Per far capire meglio al lettore, bisogna dire che in quel posto si trova un edificio di grandi dimensioni, un deposito di caffè, ed è l'accesso ad un quartiere tra le colline chiamato Majomut; tutto questo alla periferia di Polhó. In realtà, la famosa cava (ce n'è un'altra più piccola) si trova sull'altro lato della collina, sulla strada San Cristóbal de Las Casas-Pantelhó. Il quartiere in quei momenti serviva da rifugio per decine di famiglie fuggite dalle loro comunità a causa della violenza scatenata dai paramilitari per le strade, nei villaggi e nelle frazioni.

"A Polhó si sapeva che a Los Chorros si stava preparando un attacco", prosegue la citata notizia. "Cosicché quando i frontecardenisti e priisti armati avanzarono sparando, gli zapatisti rispose al fuoco per difendere i rifugiati. Il saldo dello scontro furono diversi feriti e quattro morti, due priisti di Los Chorros, Joaquín Vásquez Pérez e Mariano Vásquez, e due zapatisti, Antonio Pérez Castellanos ed Agustín Luna Gómez.

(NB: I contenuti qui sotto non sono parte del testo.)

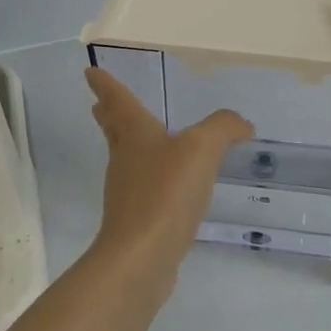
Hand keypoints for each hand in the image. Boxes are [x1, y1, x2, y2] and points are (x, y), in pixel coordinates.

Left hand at [85, 67, 251, 289]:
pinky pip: (143, 189)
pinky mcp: (135, 221)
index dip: (105, 84)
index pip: (118, 101)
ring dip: (128, 145)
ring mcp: (126, 192)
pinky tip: (168, 186)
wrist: (141, 257)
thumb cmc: (165, 193)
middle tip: (99, 104)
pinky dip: (150, 178)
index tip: (89, 72)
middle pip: (114, 130)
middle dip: (108, 114)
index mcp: (135, 135)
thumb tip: (241, 124)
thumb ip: (223, 129)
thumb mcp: (201, 149)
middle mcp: (125, 159)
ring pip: (126, 158)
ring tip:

La Procura Generale di Giustizia statale, com'era sua abitudine, citò solo i priisti deceduti". 

Se fosse arrivata, che cosa avrebbe fatto la polizia di Pubblica Sicurezza? Il "se" non esiste, si sa già. Ma i "se" abbondano nella direzione che presero gli avvenimenti annunciati che condusse il governo messicano fino all'abisso del massacro di Acteal.